God has such a sense of humor when we try to ignore the lessons He is trying to teach us. Being self-centered and selfish has always been an issue for me. I thought it was getting better, or that I was through Christ overcoming this sin of the flesh. Once again – WAKE UP CALL BY GOD!!!
The Tuesday before Christmas, I was driving to work listening to K-Love, lost in my own thoughts, selfish “poor me” thoughts. I was concerned about getting a check in the mail that day, to “generously” give to my kids so they could buy presents for me. I had taken them the Saturday before to pick up presents for everyone else on their list. As we shopped Saturday, I made a point to tell the kids exactly what I wanted. I showed them as we shopped for others. Lots of options were provided. I was thinking that if the check didn’t come, Christmas was not going to be good for me. I was thinking about what presents I was going to get – completely selfish and self-centered.
Then I get into Joplin and started to listen to the radio again, because I can’t be lost in my own thought with the traffic. A call comes through the broadcast, a mother talking to the DJ about a conversation with her four-year old about the true meaning of Christmas. The mother had told the child that Jesus is the reason that we receive gifts. The child asked about the children who do not get presents. The mother used that opportunity to talk about giving and how God uses people to give the love of Jesus in tangible ways to other. Then the four-year old told his mother that he wants to give all his gifts to kids who don’t get one. He wants to make sure kids know the love of Jesus and what Christmas is really about. OKAY reality check by radio that morning. If a four-year old can get it, there is no reason that I should be so selfish, when Christmas is really about Jesus. So I repent on the walk into work, and go about my day. So the check comes, as scheduled. Then the kids go shopping.
Fast-forward to Wednesday night. My oldest daughter comes to get me and is not very good at keeping a secret. She starts dropping hints and then finally just came out and told me what she got me. Something that was on the list of DO NOT BUY THIS for me, I do not want it. Then she tells me what my youngest daughter wanted to get me. This again was on my DO NOT BUY THIS for me list.

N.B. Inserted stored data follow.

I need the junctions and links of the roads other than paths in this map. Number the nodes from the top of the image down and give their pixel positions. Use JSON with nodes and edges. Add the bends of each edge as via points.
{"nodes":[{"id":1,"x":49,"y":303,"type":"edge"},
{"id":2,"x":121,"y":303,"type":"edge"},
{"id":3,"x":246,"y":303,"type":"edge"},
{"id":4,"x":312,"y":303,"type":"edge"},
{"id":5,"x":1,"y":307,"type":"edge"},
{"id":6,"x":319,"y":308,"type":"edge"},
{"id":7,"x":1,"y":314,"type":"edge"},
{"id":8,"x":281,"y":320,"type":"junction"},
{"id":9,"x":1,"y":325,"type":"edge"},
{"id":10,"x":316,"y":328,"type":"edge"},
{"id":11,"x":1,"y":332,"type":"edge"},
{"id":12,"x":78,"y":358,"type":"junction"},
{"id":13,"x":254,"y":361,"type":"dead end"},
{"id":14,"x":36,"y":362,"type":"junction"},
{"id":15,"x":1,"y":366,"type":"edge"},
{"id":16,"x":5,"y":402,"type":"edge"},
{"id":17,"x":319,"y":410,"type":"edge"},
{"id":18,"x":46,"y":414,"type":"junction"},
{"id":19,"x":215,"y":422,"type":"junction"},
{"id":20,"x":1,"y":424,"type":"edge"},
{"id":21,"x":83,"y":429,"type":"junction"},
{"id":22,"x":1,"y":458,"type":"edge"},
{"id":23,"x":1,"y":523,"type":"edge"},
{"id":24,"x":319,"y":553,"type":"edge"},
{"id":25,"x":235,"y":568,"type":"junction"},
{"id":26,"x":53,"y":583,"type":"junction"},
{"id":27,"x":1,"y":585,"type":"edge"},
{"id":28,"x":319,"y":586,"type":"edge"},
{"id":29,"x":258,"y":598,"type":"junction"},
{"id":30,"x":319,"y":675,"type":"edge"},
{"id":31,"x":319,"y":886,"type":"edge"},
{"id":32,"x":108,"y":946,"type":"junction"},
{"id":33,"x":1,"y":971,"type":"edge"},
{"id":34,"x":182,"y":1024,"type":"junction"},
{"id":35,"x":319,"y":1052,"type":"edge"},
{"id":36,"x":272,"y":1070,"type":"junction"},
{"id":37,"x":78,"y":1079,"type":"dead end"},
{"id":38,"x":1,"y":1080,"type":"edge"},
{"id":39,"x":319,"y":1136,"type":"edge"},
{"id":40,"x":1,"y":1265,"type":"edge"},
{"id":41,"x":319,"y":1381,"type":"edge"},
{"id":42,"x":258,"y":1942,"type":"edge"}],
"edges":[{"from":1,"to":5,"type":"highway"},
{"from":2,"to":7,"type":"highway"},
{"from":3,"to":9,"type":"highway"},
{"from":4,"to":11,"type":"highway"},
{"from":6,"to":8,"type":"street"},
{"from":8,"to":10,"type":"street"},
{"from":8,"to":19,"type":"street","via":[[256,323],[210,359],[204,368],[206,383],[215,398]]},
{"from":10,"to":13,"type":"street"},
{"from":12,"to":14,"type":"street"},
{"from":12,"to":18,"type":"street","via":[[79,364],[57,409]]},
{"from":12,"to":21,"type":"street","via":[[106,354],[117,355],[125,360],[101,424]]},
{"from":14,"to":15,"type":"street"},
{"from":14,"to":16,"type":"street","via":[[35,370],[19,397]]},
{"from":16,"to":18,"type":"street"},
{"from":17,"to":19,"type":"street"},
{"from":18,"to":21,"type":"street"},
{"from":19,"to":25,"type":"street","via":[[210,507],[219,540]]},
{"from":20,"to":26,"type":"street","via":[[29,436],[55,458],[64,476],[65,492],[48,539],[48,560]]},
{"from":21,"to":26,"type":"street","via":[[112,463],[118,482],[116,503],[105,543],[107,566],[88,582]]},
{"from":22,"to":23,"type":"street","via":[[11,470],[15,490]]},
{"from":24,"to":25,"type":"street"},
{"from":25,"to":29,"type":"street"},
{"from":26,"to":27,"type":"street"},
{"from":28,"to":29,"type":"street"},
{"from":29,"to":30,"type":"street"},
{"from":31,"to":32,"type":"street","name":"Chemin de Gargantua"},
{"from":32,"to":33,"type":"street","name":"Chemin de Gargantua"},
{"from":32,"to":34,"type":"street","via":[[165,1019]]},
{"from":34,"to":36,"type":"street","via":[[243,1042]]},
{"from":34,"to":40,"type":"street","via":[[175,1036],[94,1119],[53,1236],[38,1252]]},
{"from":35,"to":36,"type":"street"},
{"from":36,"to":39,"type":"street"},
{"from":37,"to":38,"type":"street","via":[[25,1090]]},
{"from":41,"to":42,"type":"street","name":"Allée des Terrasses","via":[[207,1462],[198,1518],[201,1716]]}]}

That started my “poor me” temper tantrum. Then my husband calls and was upset my daughter had not answered his call. He was texting her about my Christmas, and was not having any luck finding the things I requested where he was shopping. He did not want to have to drive an hour to a location where he could get it. Not sure what the conversation was between the two, but it was about what I wanted. I had also told him and showed him and provided a written list. This just fueled my flame and made me continue my what about what I want and how no one listens to me. Then Tim calls me about my plans for Wednesday evening and again it is clear that he has not listened to anything I said. So I spent the hour drive home throwing a little fit, came home and threw a little bit more. Finally I decided to quit my pity party, but still had a little resentment about it.
At night I do my Bible reading, and had been working on I John. I was in chapter 4. I was tired, and the lights were off, so I wanted to just use my cell phone, I have the entire Bible available. I clicked on the book I John and then chapter 4. Oddly, that is not what came up. Instead it was “Since Jesus went through everything you’re going through and more, learn to think like him. Think of your sufferings as a weaning from that old sinful habit of always expecting to get your own way. Then you’ll be able to live out your days free to pursue what God wants instead of being tyrannized by what you want.” I Peter 4:1-2 I stopped reading after the 2nd verse and just told God I was sorry, and laughed at his sense of humor.